Interestingly, of 40 MB SNPs, 2 were actually called by Strelka2 with a different ALT. For 12:38153362
, the correct alelle is T>C which was called with BWA by all callers, and with Minimap2 with VarDict and Mutect2; however Strelka2 reported T>G with Minimap2 here:
COLO BWA, strelka2:
12 38153362 . T C . PASS AC=1;AF=0.25;AN=4;DP=343;MQ=42.98;MQ0=58;NT=ref;QSS=142;QSS_NT=142;ReadPosRankSum=-0.47;SGT=TT->CT;SNVSB=0;SOMATIC;SomaticEVS=11.33;TQSS=2;TQSS_NT=2;ANN=C|intergenic_region|MODIFIER|RP11-125N22.2-RP11-297L6.2|ENSG00000258368-ENSG00000257173|intergenic_region|ENSG00000258368-ENSG00000257173|||n.38153362T>C||||||
GT: AU: CU: DP: FDP: GU: SDP:SUBDP: TU
Normal: 0/0: 0,0: 0,0: 82: 2: 0,9: 0:0: 80,146
Tumor: 0/1: 0,0: 33,33: 89: 0: 0,13: 0:0: 56,142
COLO minimap2, strelka2:
12 38153362 . T G . PASS AC=1;AF=0.25;AN=4;DP=297;MQ=45.74;MQ0=11;NT=ref;QSS=112;QSS_NT=112;ReadPosRankSum=-0.47;SGT=TT->GT;SNVSB=0;SOMATIC;SomaticEVS=12.83;TQSS=2;TQSS_NT=2;ANN=G|intergenic_region|MODIFIER|RP11-125N22.2-RP11-297L6.2|ENSG00000258368-ENSG00000257173|intergenic_region|ENSG00000258368-ENSG00000257173|||n.38153362T>G||||||
GT: AU: CU: DP: FDP: GU: SDP:SUBDP: TU
Normal: 0/0: 0,1: 0,0: 82: 1: 0,26: 0:0: 81,113
Tumor: 0/1: 0,3: 33,33: 89: 0: 0,36: 0:0: 56,85
Even though the 1st-tier allelic depth for G is 0, the variant was called as T>G.

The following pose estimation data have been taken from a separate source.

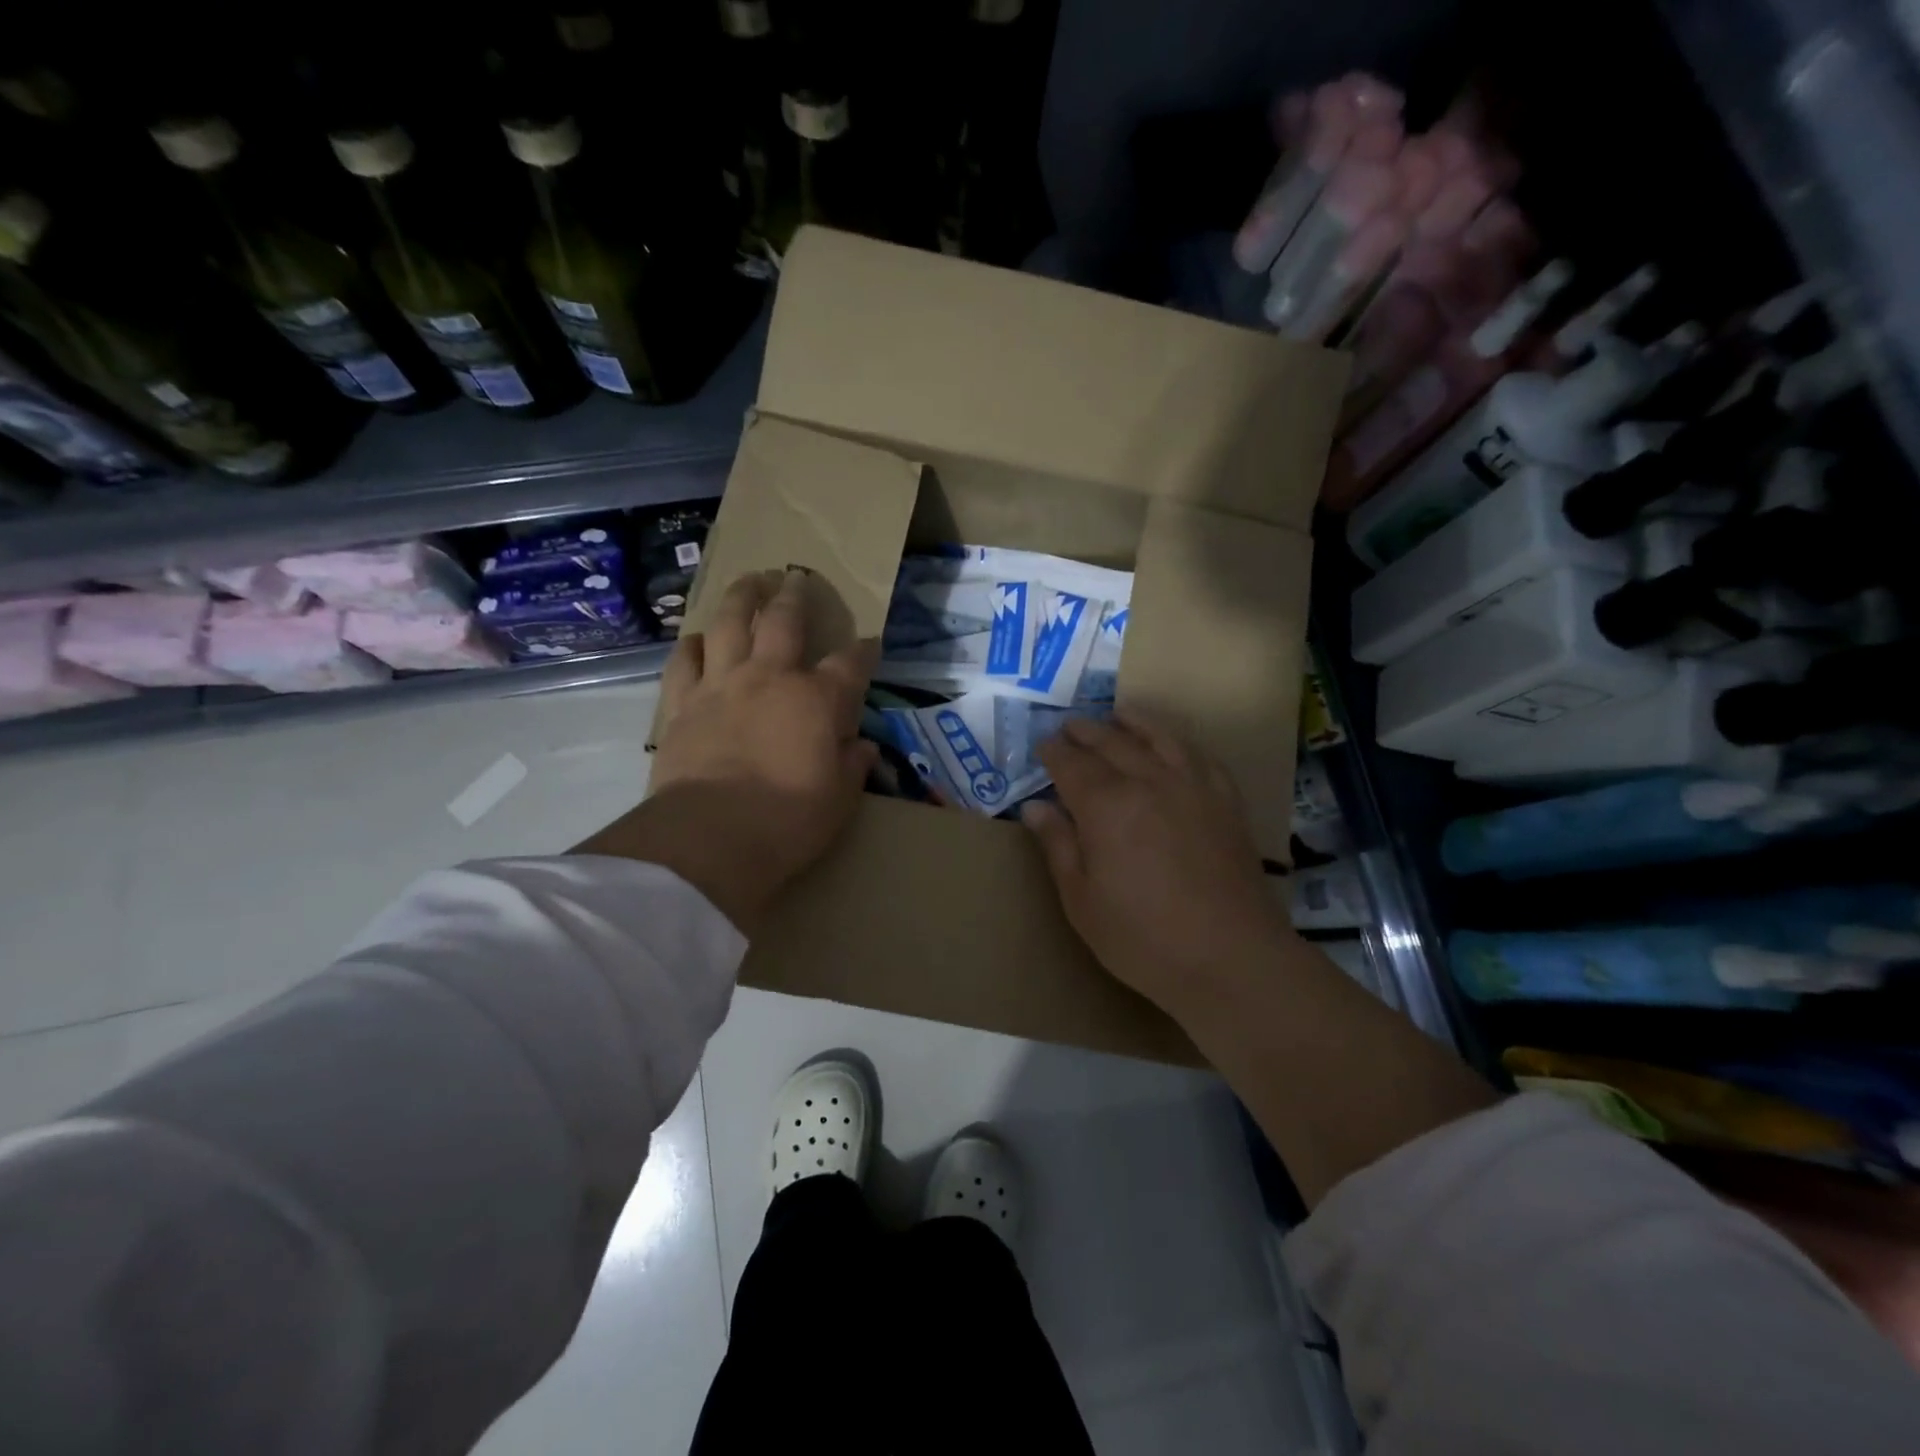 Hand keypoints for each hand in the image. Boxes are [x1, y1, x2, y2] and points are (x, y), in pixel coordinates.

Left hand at [577, 568, 877, 932]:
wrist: (709, 837)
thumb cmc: (787, 821)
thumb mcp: (839, 801)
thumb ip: (852, 766)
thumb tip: (862, 747)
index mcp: (816, 700)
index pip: (850, 664)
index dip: (864, 650)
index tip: (870, 642)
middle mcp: (770, 679)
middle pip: (784, 621)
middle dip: (795, 596)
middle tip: (797, 578)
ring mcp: (722, 686)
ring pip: (729, 624)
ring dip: (741, 598)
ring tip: (749, 581)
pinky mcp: (683, 705)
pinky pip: (685, 661)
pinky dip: (694, 645)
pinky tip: (699, 639)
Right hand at [1021, 710, 1291, 1018]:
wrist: (1231, 958)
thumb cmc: (1143, 938)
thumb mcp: (1082, 900)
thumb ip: (1058, 845)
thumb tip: (1034, 806)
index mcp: (1106, 806)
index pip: (1072, 764)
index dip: (1054, 753)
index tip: (1043, 746)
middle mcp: (1149, 782)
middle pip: (1111, 743)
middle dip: (1086, 732)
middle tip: (1070, 727)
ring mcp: (1192, 787)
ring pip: (1158, 738)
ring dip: (1133, 722)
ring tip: (1118, 715)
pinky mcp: (1225, 800)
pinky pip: (1199, 755)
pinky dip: (1179, 741)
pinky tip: (1173, 744) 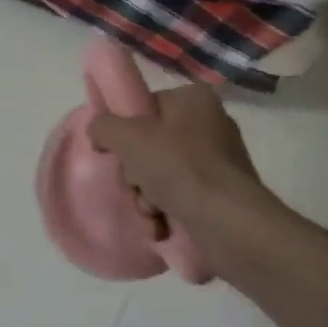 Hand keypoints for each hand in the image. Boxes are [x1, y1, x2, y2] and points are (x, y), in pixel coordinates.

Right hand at [87, 85, 281, 273]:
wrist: (227, 222)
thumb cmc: (178, 167)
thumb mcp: (128, 137)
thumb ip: (104, 126)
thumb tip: (100, 132)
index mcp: (194, 98)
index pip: (147, 107)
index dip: (126, 132)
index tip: (120, 155)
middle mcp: (211, 123)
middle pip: (151, 145)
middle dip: (136, 175)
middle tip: (137, 187)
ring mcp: (220, 160)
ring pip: (162, 175)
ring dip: (146, 199)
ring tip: (152, 214)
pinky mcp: (223, 194)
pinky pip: (182, 197)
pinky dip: (166, 214)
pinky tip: (162, 228) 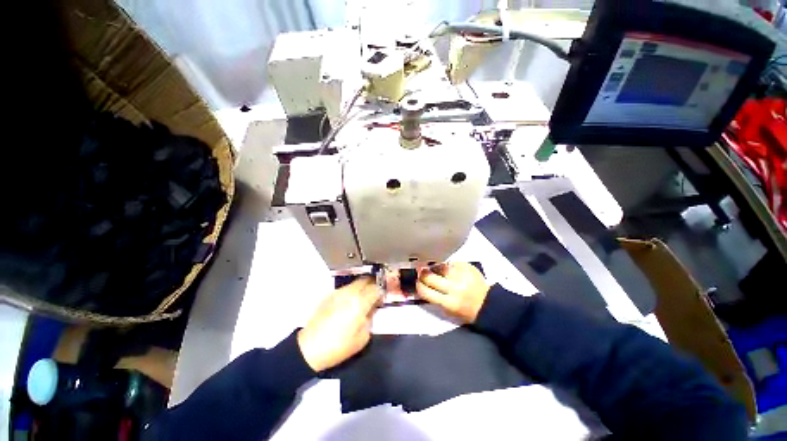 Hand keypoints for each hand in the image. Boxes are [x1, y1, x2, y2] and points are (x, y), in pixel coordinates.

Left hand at [297, 277, 380, 371]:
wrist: (309, 348)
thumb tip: (371, 310)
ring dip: (361, 287)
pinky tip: (348, 304)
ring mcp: (338, 293)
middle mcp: (350, 293)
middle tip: (374, 295)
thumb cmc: (338, 346)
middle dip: (372, 285)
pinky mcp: (329, 296)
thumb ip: (370, 319)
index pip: (376, 288)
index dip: (381, 292)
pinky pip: (345, 289)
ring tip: (361, 299)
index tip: (382, 298)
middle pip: (365, 280)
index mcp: (360, 302)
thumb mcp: (362, 338)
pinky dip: (350, 292)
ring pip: (355, 283)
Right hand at [416, 262, 489, 323]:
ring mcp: (461, 275)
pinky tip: (446, 267)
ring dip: (434, 267)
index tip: (417, 282)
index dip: (418, 286)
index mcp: (448, 302)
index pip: (425, 291)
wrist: (488, 303)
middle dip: (422, 274)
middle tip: (421, 272)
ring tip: (433, 268)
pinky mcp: (467, 267)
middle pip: (430, 277)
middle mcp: (454, 288)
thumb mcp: (448, 310)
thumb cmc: (466, 310)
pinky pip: (451, 262)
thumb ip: (434, 298)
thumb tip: (421, 285)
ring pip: (439, 266)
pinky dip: (446, 265) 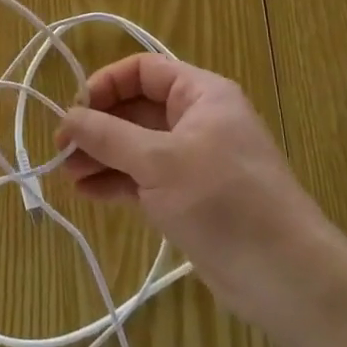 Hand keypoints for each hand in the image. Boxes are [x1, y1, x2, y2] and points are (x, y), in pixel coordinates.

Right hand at [54, 53, 331, 305]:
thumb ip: (108, 136)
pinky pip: (143, 178)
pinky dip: (116, 182)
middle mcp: (196, 120)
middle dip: (97, 126)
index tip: (75, 110)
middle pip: (135, 109)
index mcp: (201, 94)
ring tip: (67, 175)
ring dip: (101, 156)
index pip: (143, 70)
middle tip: (61, 149)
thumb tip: (67, 118)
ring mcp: (192, 160)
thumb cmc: (223, 200)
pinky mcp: (188, 197)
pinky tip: (88, 193)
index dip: (105, 84)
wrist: (286, 276)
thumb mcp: (159, 162)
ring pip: (135, 146) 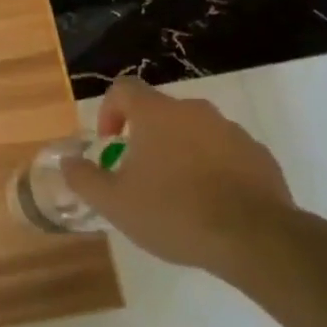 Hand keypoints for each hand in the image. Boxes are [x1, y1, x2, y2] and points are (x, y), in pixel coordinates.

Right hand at [63, 76, 293, 272]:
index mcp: (157, 114)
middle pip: (160, 112)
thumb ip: (84, 177)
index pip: (124, 88)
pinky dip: (210, 168)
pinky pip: (224, 152)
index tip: (110, 143)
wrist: (254, 238)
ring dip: (179, 152)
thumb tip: (68, 161)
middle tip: (138, 175)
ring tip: (175, 194)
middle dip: (145, 137)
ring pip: (194, 132)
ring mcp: (232, 131)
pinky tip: (209, 203)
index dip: (109, 110)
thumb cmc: (173, 213)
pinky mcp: (259, 155)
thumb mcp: (114, 202)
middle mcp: (195, 111) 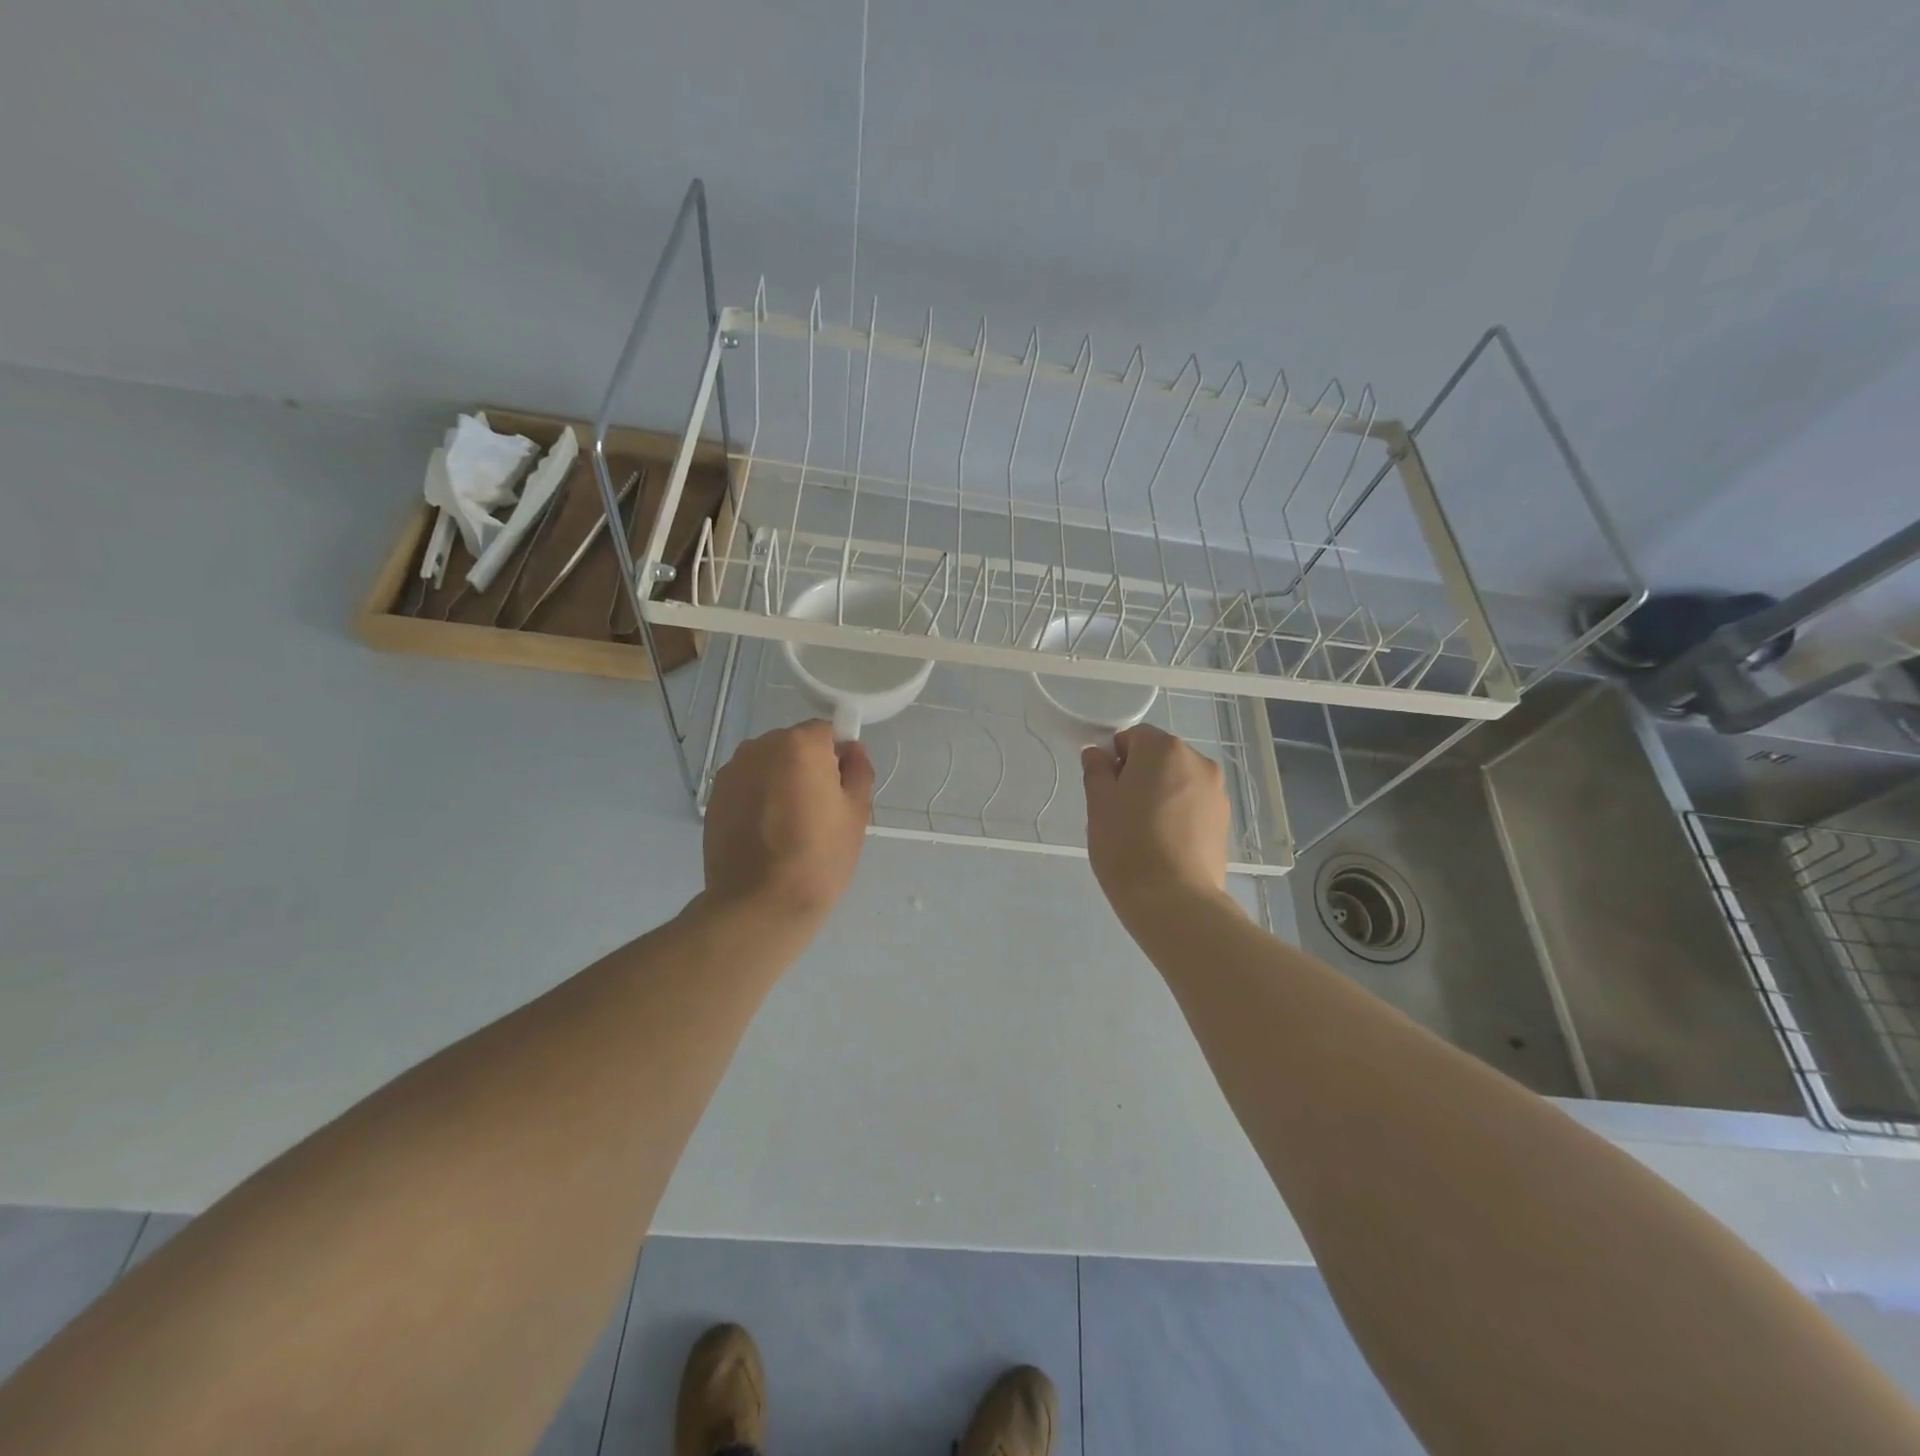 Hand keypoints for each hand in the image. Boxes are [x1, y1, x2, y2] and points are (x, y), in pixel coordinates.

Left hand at [702, 721, 874, 928]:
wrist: (760, 904)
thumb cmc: (819, 856)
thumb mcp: (856, 813)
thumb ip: (858, 771)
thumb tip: (852, 751)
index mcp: (799, 744)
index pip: (827, 732)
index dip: (838, 757)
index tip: (841, 788)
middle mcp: (760, 747)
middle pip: (794, 745)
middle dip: (807, 767)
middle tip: (818, 810)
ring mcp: (732, 771)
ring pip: (768, 765)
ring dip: (780, 781)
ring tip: (789, 825)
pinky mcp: (714, 797)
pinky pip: (747, 785)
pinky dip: (758, 798)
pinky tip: (765, 833)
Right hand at [1082, 725, 1230, 922]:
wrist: (1174, 900)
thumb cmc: (1127, 845)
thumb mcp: (1098, 804)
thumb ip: (1096, 770)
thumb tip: (1098, 754)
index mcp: (1164, 749)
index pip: (1133, 737)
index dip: (1114, 759)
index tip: (1106, 790)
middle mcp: (1197, 762)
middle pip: (1159, 756)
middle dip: (1139, 775)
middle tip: (1120, 812)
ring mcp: (1216, 792)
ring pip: (1177, 781)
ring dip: (1160, 794)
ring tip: (1145, 832)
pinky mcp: (1224, 820)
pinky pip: (1193, 804)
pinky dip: (1178, 814)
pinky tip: (1165, 844) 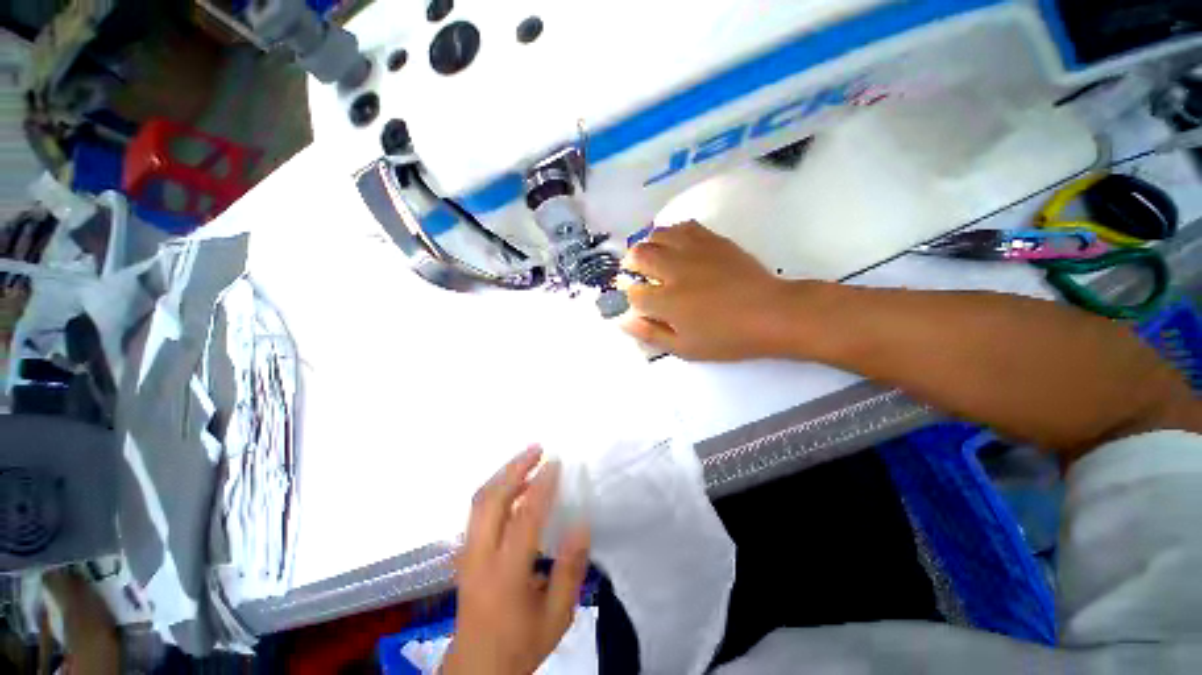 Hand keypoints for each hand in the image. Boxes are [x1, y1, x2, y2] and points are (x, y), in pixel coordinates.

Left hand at [443, 448, 590, 674]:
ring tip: (527, 459)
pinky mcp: (464, 553)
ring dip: (503, 474)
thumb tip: (581, 525)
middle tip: (537, 449)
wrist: (476, 669)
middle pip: (490, 499)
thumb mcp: (557, 616)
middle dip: (514, 467)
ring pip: (479, 501)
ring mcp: (466, 553)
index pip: (524, 518)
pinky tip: (513, 485)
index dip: (541, 486)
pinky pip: (477, 510)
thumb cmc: (520, 643)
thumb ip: (570, 570)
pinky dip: (496, 489)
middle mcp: (480, 557)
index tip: (556, 463)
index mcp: (506, 574)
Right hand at [620, 221, 811, 359]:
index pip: (634, 293)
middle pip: (638, 255)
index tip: (640, 303)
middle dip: (632, 265)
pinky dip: (672, 234)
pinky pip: (683, 226)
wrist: (771, 313)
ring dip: (649, 246)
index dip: (632, 298)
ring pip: (657, 235)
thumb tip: (624, 321)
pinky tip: (676, 245)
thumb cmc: (727, 338)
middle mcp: (674, 271)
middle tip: (638, 274)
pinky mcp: (712, 240)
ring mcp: (694, 251)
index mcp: (667, 301)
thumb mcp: (685, 349)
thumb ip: (651, 334)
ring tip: (654, 258)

We are wondering if in general, the discrepancy for Strelka2 comes from the alignment decisions Minimap2 makes differently from BWA (leading to diffences in coverage and reads aligner), or it might have to do with different ways to calculate and report particular SAM tags (like AS, XS)? If Strelka2’s model were trained with Minimap2 data, would it improve the performance, or it has to do with Minimap2 beeing less accurate than BWA-MEM? We would be happy to share any data and the details of the runs.